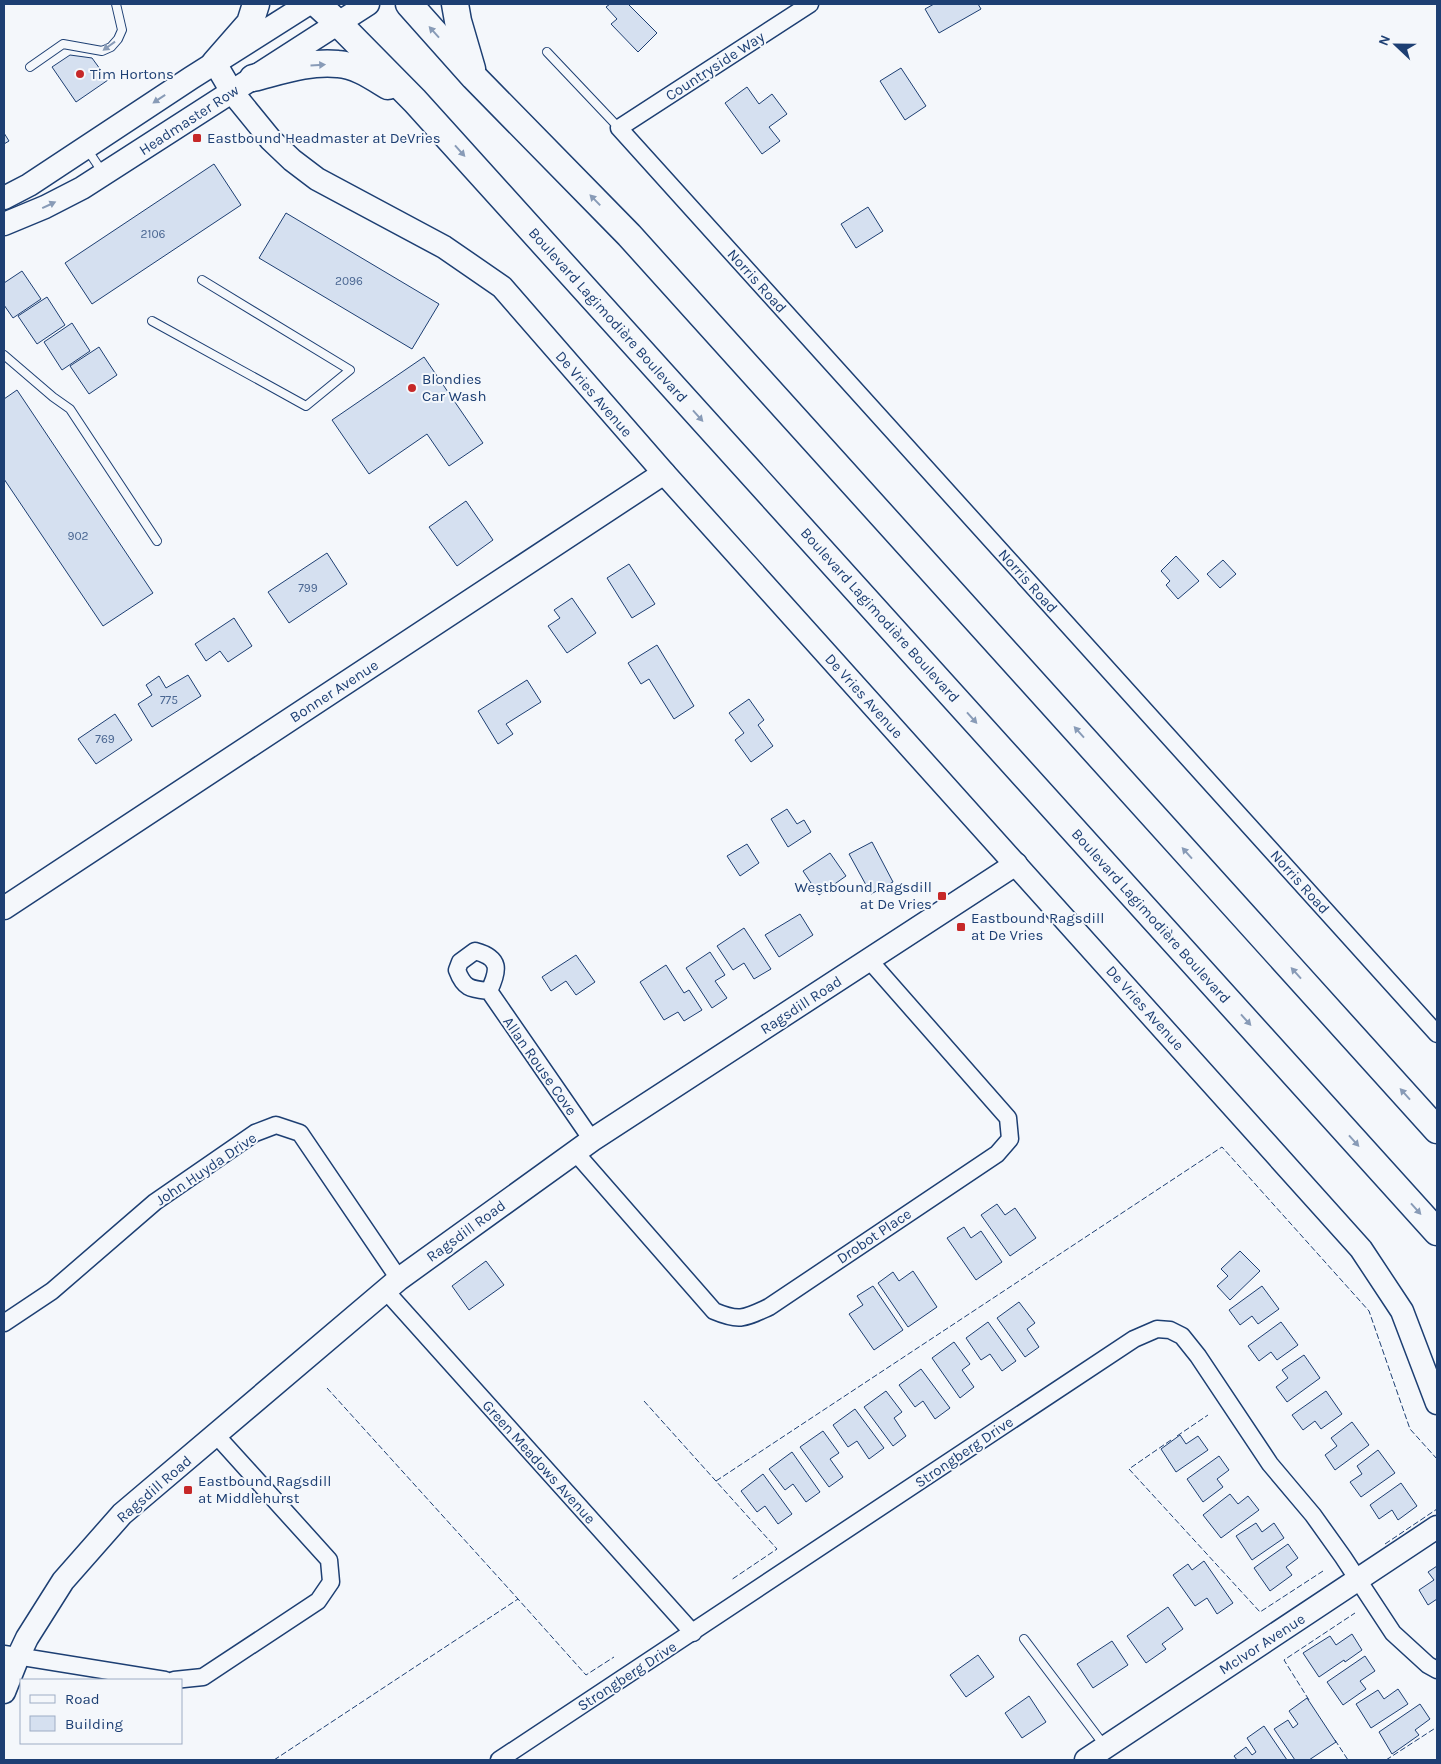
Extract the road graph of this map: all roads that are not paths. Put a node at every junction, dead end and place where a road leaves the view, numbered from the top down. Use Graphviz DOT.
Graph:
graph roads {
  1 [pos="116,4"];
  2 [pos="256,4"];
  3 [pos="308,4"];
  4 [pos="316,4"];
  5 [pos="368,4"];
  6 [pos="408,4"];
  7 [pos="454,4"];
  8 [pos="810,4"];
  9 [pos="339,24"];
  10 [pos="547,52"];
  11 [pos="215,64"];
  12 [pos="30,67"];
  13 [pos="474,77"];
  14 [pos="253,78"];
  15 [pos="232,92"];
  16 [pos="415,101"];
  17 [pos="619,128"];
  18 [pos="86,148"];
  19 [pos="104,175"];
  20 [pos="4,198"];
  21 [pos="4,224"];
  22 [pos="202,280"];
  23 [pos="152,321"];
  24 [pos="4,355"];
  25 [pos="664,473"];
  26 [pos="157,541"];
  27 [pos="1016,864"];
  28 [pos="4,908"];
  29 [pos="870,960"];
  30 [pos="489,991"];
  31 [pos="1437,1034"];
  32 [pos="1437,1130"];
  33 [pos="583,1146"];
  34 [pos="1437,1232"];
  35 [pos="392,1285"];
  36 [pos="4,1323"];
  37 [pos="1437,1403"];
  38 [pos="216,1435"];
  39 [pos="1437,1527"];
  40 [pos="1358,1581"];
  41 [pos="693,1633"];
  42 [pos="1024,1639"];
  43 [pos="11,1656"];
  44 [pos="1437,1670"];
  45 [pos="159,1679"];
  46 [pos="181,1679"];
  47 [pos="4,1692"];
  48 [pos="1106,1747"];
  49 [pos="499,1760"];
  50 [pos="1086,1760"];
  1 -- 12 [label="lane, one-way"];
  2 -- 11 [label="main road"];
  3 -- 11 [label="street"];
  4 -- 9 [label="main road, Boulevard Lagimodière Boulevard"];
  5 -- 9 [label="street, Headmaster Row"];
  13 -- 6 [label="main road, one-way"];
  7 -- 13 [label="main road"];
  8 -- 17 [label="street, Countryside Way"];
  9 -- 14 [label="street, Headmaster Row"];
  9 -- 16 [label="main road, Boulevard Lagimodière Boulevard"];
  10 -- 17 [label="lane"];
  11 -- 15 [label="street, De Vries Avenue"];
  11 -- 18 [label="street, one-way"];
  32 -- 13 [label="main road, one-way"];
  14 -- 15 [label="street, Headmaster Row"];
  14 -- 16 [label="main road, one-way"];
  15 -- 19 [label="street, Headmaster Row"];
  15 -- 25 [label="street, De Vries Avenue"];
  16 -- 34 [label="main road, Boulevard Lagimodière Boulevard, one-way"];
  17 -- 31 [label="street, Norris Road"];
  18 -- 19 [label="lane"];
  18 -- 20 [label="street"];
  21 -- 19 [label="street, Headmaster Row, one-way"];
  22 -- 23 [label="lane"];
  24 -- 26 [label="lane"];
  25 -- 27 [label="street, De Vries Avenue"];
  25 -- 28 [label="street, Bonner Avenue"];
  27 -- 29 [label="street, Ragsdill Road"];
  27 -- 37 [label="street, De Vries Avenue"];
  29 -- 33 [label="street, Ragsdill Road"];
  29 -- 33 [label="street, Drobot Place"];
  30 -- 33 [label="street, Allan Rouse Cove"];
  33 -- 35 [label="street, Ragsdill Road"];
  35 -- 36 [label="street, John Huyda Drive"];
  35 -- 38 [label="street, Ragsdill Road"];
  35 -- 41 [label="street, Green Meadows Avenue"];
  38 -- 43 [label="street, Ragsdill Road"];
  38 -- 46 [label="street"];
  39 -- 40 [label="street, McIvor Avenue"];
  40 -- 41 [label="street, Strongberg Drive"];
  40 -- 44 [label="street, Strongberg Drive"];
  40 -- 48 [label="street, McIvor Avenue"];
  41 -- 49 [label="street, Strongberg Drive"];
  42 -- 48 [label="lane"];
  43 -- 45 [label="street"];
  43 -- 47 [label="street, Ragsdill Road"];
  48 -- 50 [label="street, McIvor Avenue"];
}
********
_Activity_
Write out all the entries exactly, except for the pictures.

_Result of this exercise_
Extract the road graph of this map: all roads that are not paths. Put a node at every junction, dead end and place where a road leaves the view, numbered from the top down. Use Graphviz DOT.
Graph:
graph roads {
  1 [pos="116,4"];
  2 [pos="256,4"];
  3 [pos="308,4"];
  4 [pos="316,4"];
  5 [pos="368,4"];
  6 [pos="408,4"];
  7 [pos="454,4"];
  8 [pos="810,4"];
  9 [pos="339,24"];
  10 [pos="547,52"];
  11 [pos="215,64"];
  12 [pos="30,67"];
  13 [pos="474,77"];
  14 [pos="253,78"];
  15 [pos="232,92"];
  16 [pos="415,101"];
  17 [pos="619,128"];
  18 [pos="86,148"];
  19 [pos="104,175"];
  20 [pos="4,198"];
  21 [pos="4,224"];
  22 [pos="202,280"];
  23 [pos="152,321"];
  24 [pos="4,355"];
  25 [pos="664,473"];
  26 [pos="157,541"];
  27 [pos="1016,864"];
  28 [pos="4,908"];
  29 [pos="870,960"];
  30 [pos="489,991"];
  31 [pos="1437,1034"];
  32 [pos="1437,1130"];
  33 [pos="583,1146"];
  34 [pos="1437,1232"];
  35 [pos="392,1285"];
  36 [pos="4,1323"];
  37 [pos="1437,1403"];
  38 [pos="216,1435"];
  39 [pos="1437,1527"];
  40 [pos="1358,1581"];
  41 [pos="693,1633"];
  42 [pos="1024,1639"];
  43 [pos="11,1656"];
  44 [pos="1437,1670"];
  45 [pos="159,1679"];
  46 [pos="181,1679"];
  47 [pos="4,1692"];
  48 [pos="1106,1747"];
  49 [pos="499,1760"];
  50 [pos="1086,1760"];
  1 -- 12 [label="lane, one-way"];
  2 -- 11 [label="main road"];
  3 -- 11 [label="street"];
  4 -- 9 [label="main road, Boulevard Lagimodière Boulevard"];
  5 -- 9 [label="street, Headmaster Row"];
  13 -- 6 [label="main road, one-way"];
  7 -- 13 [label="main road"];
  8 -- 17 [label="street, Countryside Way"];
  9 -- 14 [label="street, Headmaster Row"];
  9 -- 16 [label="main road, Boulevard Lagimodière Boulevard"];
  10 -- 17 [label="lane"];
  11 -- 15 [label="street, De Vries Avenue"];
  11 -- 18 [label="street, one-way"];
  32 -- 13 [label="main road, one-way"];
  14 -- 15 [label="street, Headmaster Row"];
  14 -- 16 [label="main road, one-way"];
  15 -- 19 [label="street, Headmaster Row"];
  15 -- 25 [label="street, De Vries Avenue"];
  16 -- 34 [label="main road, Boulevard Lagimodière Boulevard, one-way"];
  17 -- 31 [label="street, Norris Road"];
  18 -- 19 [label="lane"];
  18 -- 20 [label="street"];
  21 -- 19 [label="street, Headmaster Row, one-way"];
  22 -- 23 [label="lane"];
  24 -- 26 [label="lane"];
  25 -- 27 [label="street, De Vries Avenue"];
  25 -- 28 [label="street, Bonner Avenue"];
  27 -- 29 [label="street, Ragsdill Road"];
  27 -- 37 [label="street, De Vries Avenue"];
  29 -- 33 [label="street, Ragsdill Road"];
  29 -- 33 [label="street, Drobot Place"];
  30 -- 33 [label="street, Allan Rouse Cove"];
  33 -- 35 [label="street, Ragsdill Road"];
  35 -- 36 [label="street, John Huyda Drive"];
  35 -- 38 [label="street, Ragsdill Road"];
  35 -- 41 [label="street, Green Meadows Avenue"];
  38 -- 43 [label="street, Ragsdill Road"];
  38 -- 46 [label="street"];
  39 -- 40 [label="street, McIvor Avenue"];
  40 -- 41 [label="street, Strongberg Drive"];
  40 -- 44 [label="street, Strongberg Drive"];
  40 -- 48 [label="street, McIvor Avenue"];
  41 -- 49 [label="street, Strongberg Drive"];
  42 -- 48 [label="lane"];
  43 -- 45 [label="street"];
  43 -- 47 [label="street, Ragsdill Road"];
  48 -- 50 [label="street, McIvor Avenue"];
}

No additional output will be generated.